Além dos debates sobre os desafios ambientais e científicos da Antártica, a reunião permitiu ao Brasil ampliar o diálogo com diversos países, entre eles Espanha, Estados Unidos, Turquia, Peru, Alemanha e Polônia. Para a Primeira Secretária Lucianara Fonseca, “o fortalecimento do Sistema do Tratado da Antártica depende da cooperação entre seus membros e da construção de consensos para a ampliação da participação de novos países nas instâncias consultivas.”
Entre os principais temas discutidos pelo Comitê de Proteção Ambiental (CEP) esteve a proteção do pinguim-imperador, considerada prioritária diante da redução do gelo marinho na região austral. A reunião também aprovou novas áreas especialmente protegidas e revisou planos de manejo de áreas previamente instituídas.

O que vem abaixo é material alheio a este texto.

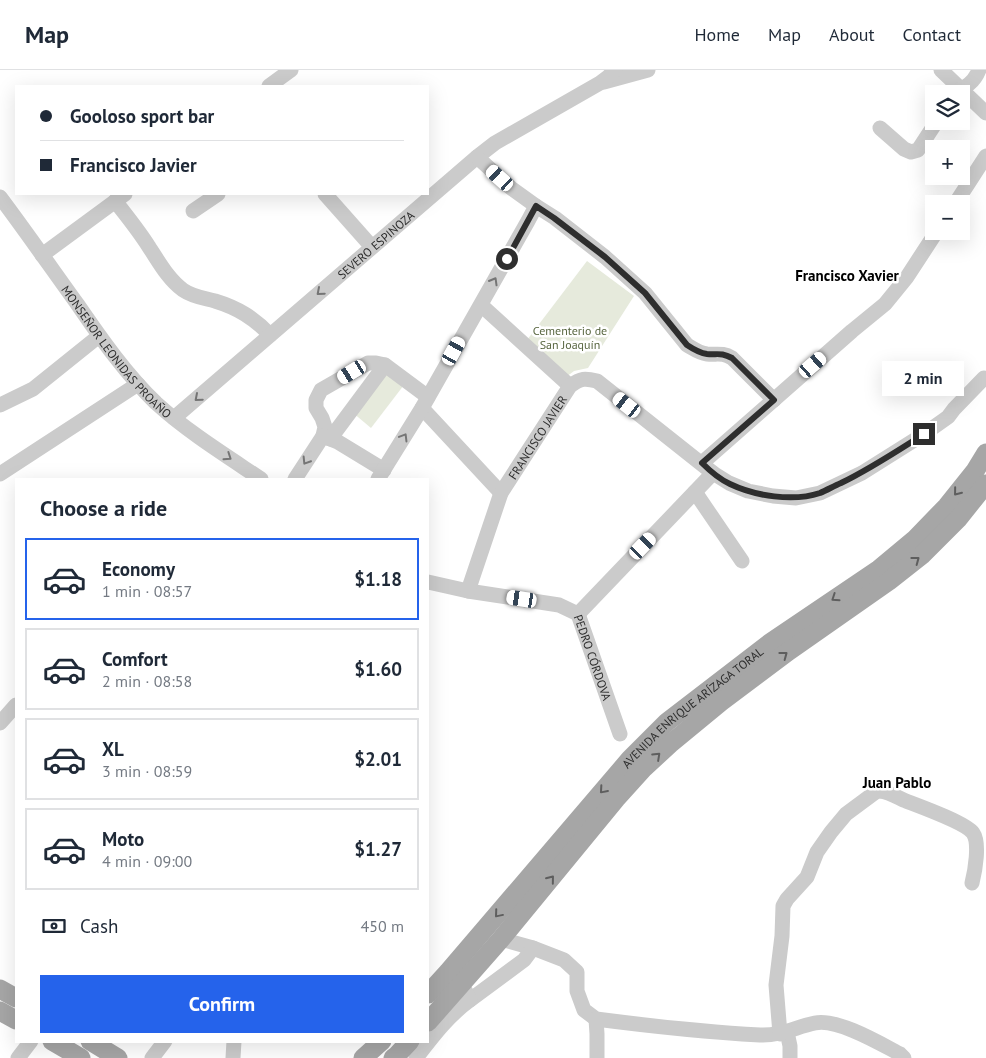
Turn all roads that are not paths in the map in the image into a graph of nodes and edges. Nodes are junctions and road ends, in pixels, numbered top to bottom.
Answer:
1 (291, 70) edge
2 (615, 70) edge
3 (648, 70) edge
4 (941, 70) edge
5 (980, 70) edge
6 (600, 83) junction
7 (270, 85) edge
8 (953, 85) edge
9 (968, 85) edge
10 (970, 100) edge
11 (986, 113) edge
12 (880, 128) dead end
13 (932, 130) edge
14 (986, 156) edge
15 (477, 157) junction
16 (217, 195) edge
17 (327, 195) edge
18 (961, 195) edge
19 (0, 197) edge
20 (120, 197) edge
21 (536, 206) junction
22 (193, 212) dead end
23 (931, 240) edge
24 (372, 247) junction
25 (42, 255) junction
26 (481, 304) junction
27 (270, 335) junction
28 (99, 336) junction
29 (385, 365) junction
30 (984, 378) dead end
31 (138, 384) junction
32 (570, 386) junction
33 (774, 400) junction
34 (425, 403) junction
35 (0, 405) edge
36 (174, 418) junction
37 (326, 437) junction
38 (986, 453) edge
39 (702, 463) junction
40 (713, 473) junction
41 (381, 474) edge
42 (7, 475) edge
43 (260, 478) edge
44 (296, 478) edge
45 (986, 484) edge
46 (694, 492) junction
47 (501, 493) junction
48 (742, 561) dead end
49 (429, 582) edge
50 (468, 590) junction
51 (578, 614) junction
52 (15, 706) edge
53 (0, 723) edge
54 (620, 734) dead end
55 (972, 883) dead end
56 (501, 939) junction
57 (533, 948) junction
58 (460, 986) junction
59 (0, 989) edge
60 (429, 994) edge
61 (15, 997) edge
62 (0, 1011) edge
63 (15, 1019) edge
64 (596, 1019) junction
65 (429, 1021) edge
66 (784, 1033) junction
67 (429, 1041) edge
68 (29, 1043) edge
69 (56, 1043) edge
70 (93, 1043) edge
71 (163, 1043) edge
72 (234, 1043) edge
73 (380, 1043) edge
74 (408, 1043) edge
75 (427, 1043) edge
76 (18, 1058) edge
77 (82, 1058) edge
78 (118, 1058) edge
79 (152, 1058) edge
80 (233, 1058) edge
81 (363, 1058) edge
82 (393, 1058) edge
83 (416, 1058) edge
84 (597, 1058) edge
85 (790, 1058) edge
86 (904, 1058) edge

1 - 7 street
2 - 6 street, SEVERO ESPINOZA
3 - 6 street
4 - 8 street
5 - 9 street
6 - 15 street, SEVERO ESPINOZA
10 - 11 street
12 - 13 street
14 - 18 street
15 - 21 street
15 - 24 street, SEVERO ESPINOZA
16 - 22 street
17 - 24 street
19 - 25 street, MONSEÑOR LEONIDAS PROAÑO
20 - 25 street
20 - 27 street
26 -> 21 street
21 - 33 street
23 - 33 street
24 -> 27 street, SEVERO ESPINOZA
25 - 28 street, MONSEÑOR LEONIDAS PROAÑO
26 - 32 street
26 - 34 street
27 -> 36 street, SEVERO ESPINOZA
28 - 31 street, MONSEÑOR LEONIDAS PROAÑO
28 - 35 street
29 - 34 street
29 - 37 street
29 - 37 street
30 - 40 street, FRANCISCO JAVIER
31 - 36 street, MONSEÑOR LEONIDAS PROAÑO
31 - 42 street
32 - 39 street, FRANCISCO JAVIER
32 - 47 street, FRANCISCO JAVIER
33 - 39 street
41 -> 34 street
34 - 47 street
36 -> 43 street, MONSEÑOR LEONIDAS PROAÑO
37 - 41 street
37 -> 44 street
38 -> 58 main road, AVENIDA ENRIQUE ARÍZAGA TORAL
39 - 40 street, FRANCISCO JAVIER
40 - 46 street
56 -> 45 main road, AVENIDA ENRIQUE ARÍZAGA TORAL
46 - 48 street
46 - 51 street
47 - 50 street, FRANCISCO JAVIER
49 - 50 street, PEDRO CÓRDOVA
50 - 51 street, PEDRO CÓRDOVA
51 - 54 street, PEDRO CÓRDOVA
52 - 53 street
55 - 66 street
56 - 57 street
56 - 58 main road, AVENIDA ENRIQUE ARÍZAGA TORAL
57 - 58 street
57 - 64 street
58 - 60 main road, AVENIDA ENRIQUE ARÍZAGA TORAL
58 - 65 main road, AVENIDA ENRIQUE ARÍZAGA TORAL
58 - 67 street
59 - 61 main road
62 - 63 main road
64 - 66 street
64 - 84 street
66 - 85 street
66 - 86 street
68 - 76 street
69 - 77 main road
70 - 78 main road
71 - 79 street
72 - 80 street
73 - 81 main road
74 - 82 main road
75 - 83 street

De acordo com o Coordenador do Grupo de Avaliação Ambiental do PROANTAR (GAAm), Guilherme Aranha Ramos, “a 28ª Reunião do CEP reafirmou a urgência da agenda climática antártica e a centralidade da ciência nas decisões do Sistema do Tratado Antártico. Foram alcançados avanços relevantes no fortalecimento dos instrumentos de gestão ambiental – como o Plano Quinquenal e o Programa de Trabalho de Resposta à Mudança do Clima – na prevenção de doenças da vida silvestre e no monitoramento dos impactos ambientais cumulativos.”
O Programa Antártico Brasileiro (PROANTAR) participou ativamente das discussões técnicas e diplomáticas conduzidas nos diferentes grupos de trabalho e sessões plenárias, reafirmando seu compromisso histórico com o uso pacífico da área ao sul de 60° Sul, a cooperação científica internacional e a proteção ambiental da região.

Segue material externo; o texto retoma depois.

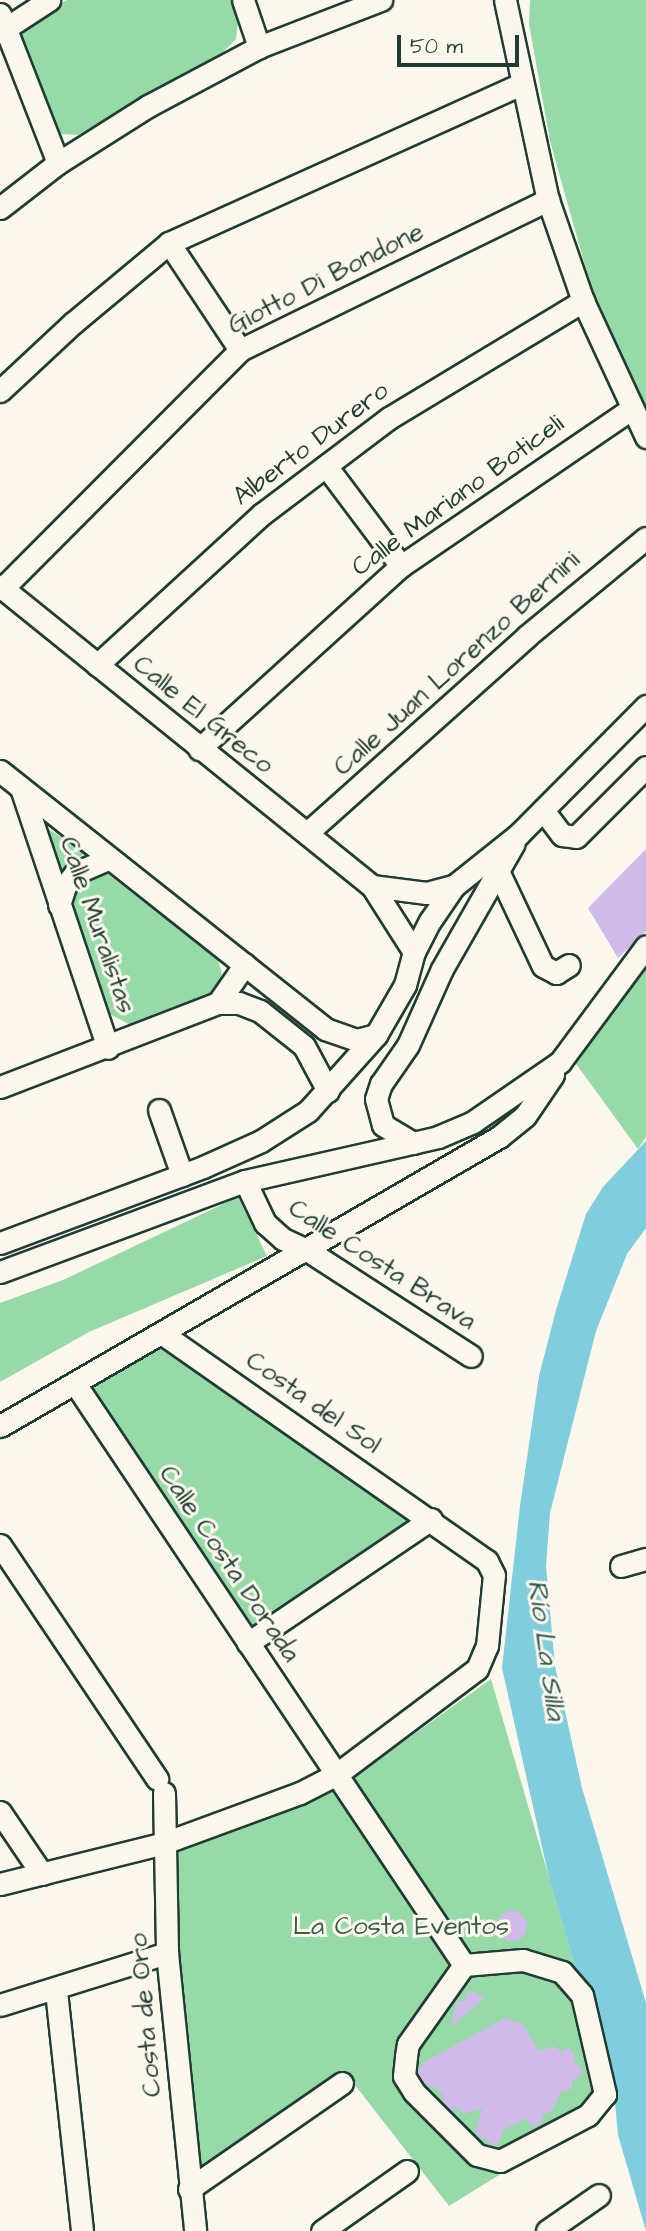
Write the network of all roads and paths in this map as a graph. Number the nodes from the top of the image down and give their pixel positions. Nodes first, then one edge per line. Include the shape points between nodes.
1 (49, 0) edge
2 (243, 0) edge
3 (381, 0) edge
4 (504, 3) edge
5 (2, 25) edge
6 (259, 47) junction
7 (521, 84) junction
8 (58, 163) junction
9 (548, 200) junction
10 (0, 208) edge
11 (169, 243) junction
12 (583, 301) junction
13 (240, 350) junction
14 (0, 391) edge
15 (631, 409) junction
16 (646, 437) edge
17 (326, 466) junction
18 (646, 538) edge
19 (401, 566) junction
20 (2, 587) edge
21 (97, 665) junction
22 (645, 710) edge
23 (198, 748) junction
24 (646, 767) edge
25 (0, 771) edge
26 (21, 788) junction
27 (543, 810) junction
28 (307, 833) junction
29 (518, 835) junction
30 (108, 859) junction
31 (498, 872) junction
32 (372, 886) junction
33 (454, 886) junction
34 (60, 905) junction
35 (646, 946) edge
36 (414, 952) junction
37 (245, 964) junction
38 (569, 965) dead end
39 (405, 985) junction
40 (218, 1003) junction
41 (376, 1035) junction
42 (108, 1048) junction
43 (560, 1062) junction
44 (397, 1065) junction
45 (0, 1087) edge
46 (328, 1091) junction
47 (159, 1110) dead end
48 (413, 1143) junction
49 (182, 1175) junction
50 (245, 1181) junction
51 (0, 1243) edge
52 (307, 1250) junction
53 (0, 1272) edge
54 (163, 1334) junction
55 (471, 1356) dead end
56 (76, 1385) junction
57 (0, 1426) edge
58 (431, 1518) junction
59 (0, 1545) edge
60 (646, 1559) edge
61 (621, 1566) dead end
62 (248, 1643) junction
63 (337, 1774) junction
64 (0, 1812) edge
65 (164, 1843) junction
66 (42, 1874) junction
67 (0, 1884) edge
68 (167, 1953) junction
69 (464, 1965) junction
70 (56, 1991) junction
71 (0, 2005) edge
72 (342, 2083) dead end
73 (407, 2171) dead end
74 (189, 2189) junction
75 (599, 2195) dead end
76 (82, 2231) edge
77 (195, 2231) edge
78 (322, 2231) edge
79 (547, 2231) edge

1 - 5 street
2 - 6 street
3 - 6 street
4 - 7 street
5 - 8 street
6 - 8 street via 148,106
7 - 9 street
7 - 11 street
8 - 10 street
9 - 12 street
9 - 13 street, Giotto Di Bondone
11 - 13 street
11 - 14 street
12 - 15 street
12 - 17 street, Alberto Durero via 401,410
13 - 20 street, Giotto Di Bondone
15 - 16 street
15 - 19 street, Calle Mariano Boticeli
17 - 19 street
17 - 21 street, Alberto Durero via 262,514
18 - 28 street, Calle Juan Lorenzo Bernini via 527,636
19 - 23 street, Calle Mariano Boticeli
20 - 21 street, Calle El Greco
21 - 23 street, Calle El Greco
22 - 27 street
23 - 28 street, Calle El Greco
24 - 27 street via 576,837 562,835
25 - 26 street, Calle Muralistas
26 - 30 street, Calle Muralistas
26 - 34 street, Calle Muralistas
27 - 29 street
28 - 32 street, Calle El Greco
29 - 31 street
29 - 33 street
30 - 34 street via 75,873 65,886
30 - 37 street, Calle Muralistas
31 - 38 street via 543,966 556,973
31 - 44 street via 442,969
32 - 33 street via 427,893
32 - 36 street, Calle El Greco
33 - 36 street
34 - 42 street, Calle Muralistas
35 - 43 street
36 - 39 street
37 - 40 street
37 - 41 street, Calle Muralistas via 339,1037 357,1040
39 - 41 street
39 - 44 street via 408,1016
40 - 42 street, Calle Muralistas
40 - 46 street via 239,1003 260,1011 304,1046
41 - 46 street
42 - 45 street
43 - 48 street via 473,1122
43 - 52 street via 537,1100 499,1137
44 - 48 street via 381,1084 376,1098 378,1115 383,1125
46 - 49 street via 308,1111 261,1141
47 - 49 street
48 - 50 street
49 - 51 street
50 - 52 street, Calle Costa Brava via 265,1223 283,1239
50 - 53 street
52 - 54 street
52 - 55 street, Calle Costa Brava
54 - 56 street
54 - 58 street, Costa del Sol
56 - 57 street
56 - 62 street, Calle Costa Dorada
58 - 62 street
58 - 63 street, Costa del Sol via 493,1566 482,1659 477,1669
59 - 65 street, Costa de Oro via 161,1786
60 - 61 street
62 - 63 street, Calle Costa Dorada
63 - 65 street via 300,1793
63 - 69 street, Calle Costa Dorada
64 - 66 street
65 - 66 street
65 - 68 street, Costa de Oro
66 - 67 street
68 - 70 street
68 - 74 street, Costa de Oro
69 - 69 street via 408,2044 404,2076 414,2092 477,2154 508,2160 588,2115 605,2094 582,1995 562,1972 523,1960
70 - 71 street
70 - 76 street
72 - 74 street
73 - 78 street
74 - 77 street, Costa de Oro
75 - 79 street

As decisões emanadas deste fórum norteiam as atividades realizadas pela Marinha do Brasil durante as Operações Antárticas, incluindo o apoio logístico e as pesquisas desenvolvidas a bordo dos navios NPo “Almirante Maximiano” e NApOc “Ary Rongel” ou em acampamentos científicos isolados, bem como o funcionamento permanente da Estação Antártica Comandante Ferraz (EACF)”, enfatizou o Contra-Almirante Robledo, Secretário da CIRM.
Paralelamente às atividades da reunião, a delegação brasileira realizou encontros bilaterais com representantes dos Estados Unidos, Espanha, Colômbia, Peru, Alemanha, Polônia, Turquia e Emirados Árabes Unidos, entre outros países, com o objetivo de fortalecer a colaboração em temas relacionados à pesquisa científica, à logística antártica, ao meio ambiente e ao intercâmbio de experiências e protocolos nacionais para a condução de atividades de campo.
Nesta edição da ATCM, também foi realizado um workshop sobre educação e divulgação científica, voltado ao compartilhamento de boas práticas de conscientização pública acerca da importância da Antártica e da ciência polar.
O Diretor do Departamento de Programas Temáticos, Leandro Pedron, afirmou que a 48ª ATCM reforçou a centralidade da ciência para a tomada de decisão no Sistema do Tratado Antártico e evidenciou a compreensão de processos ambientais críticos para a Antártica e de seus efeitos sobre o sistema climático global. Ele enfatizou que o MCTI continuará acompanhando essas discussões de forma ativa, contribuindo para que o Brasil fortaleça sua capacidade de pesquisa, amplie sua inserção em redes internacionais de produção de conhecimento e consolide sua contribuição científica no âmbito do Tratado Antártico.
Em razão das complexas questões geopolíticas contemporâneas, não houve consenso para a aprovação de novos membros consultivos — países com direito a voz e veto nas decisões sobre o futuro do Continente Branco —, condição pleiteada por Belarus, Canadá e Turquia. O Brasil, um dos 29 membros consultivos (desde 1983), reconhece que a ATCM é o principal fórum dedicado à governança antártica e que a adoção de medidas relacionadas à preservação ambiental, à pesquisa científica e à cooperação internacional garantem, assim, o uso pacífico do continente antártico e de suas águas circundantes.